Preoperative BCVA was LP in 81.8% (nine) of the eyes, CF in 9.1% (one) of eyes, and HM in another 9.1% (one) of eyes. Other existing preoperative ocular conditions included ocular pemphigoid in five (45.5%) eyes, corneal alkali burn two (18.2%) eyes, trachoma in one (9.1%) eye, ocular leprosy in one (9.1%) eye, and keratomalacia in one (9.1%) eye. One eye (9.1%) developed total corneal opacity following local radiotherapy followed by graft failure.
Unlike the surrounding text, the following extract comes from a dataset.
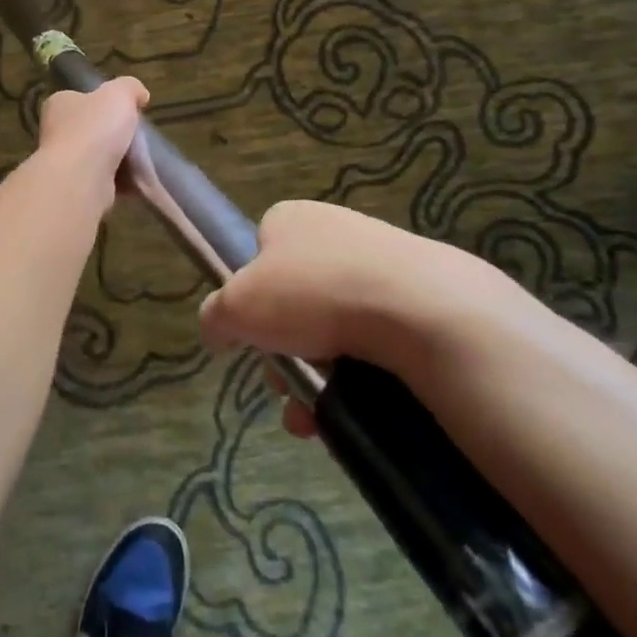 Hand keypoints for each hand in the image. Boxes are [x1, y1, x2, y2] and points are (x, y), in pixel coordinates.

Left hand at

Associated general conditions included diabetes in four (36.4%) patients, rheumatoid arthritis in one (9.1%), and retinitis pigmentosa in one (9.1%). Four eyes (36.4%) had single previous unsuccessful penetrating keratoplasty (PKP), and one patient underwent repeated PKP. The visual outcomes at the different postoperative visits, the evolution of the BCVA, and the complications developed during the follow up visits are given in table 2.
Table 2 Ophthalmic complications and visual outcome
Complications
At the end of surgery, the Kpro were anatomically well attached in all eyes and no significant intraoperative complications were detected. Postoperatively and throughout the follow up, 72.7% of the patients showed partial dislocation of the Kpro or melting. 36.4% of the first implanted Kpro were retained to date with a mean duration of anatomical retention of the Kpro being 25.5 months as shown in figures 3 and 4. Endophthalmitis developed in four patients (36.4%) and the isolated pathogens included Gram positive cocci (Streptococcuspneumoniae) in two eyes, Staphylococcus epidermidis in one eye, and Staphylococcusaureus in one eye (fig 5). All these eyes were previously in good condition before endophthalmitis and showed no evidence of leakage in any case.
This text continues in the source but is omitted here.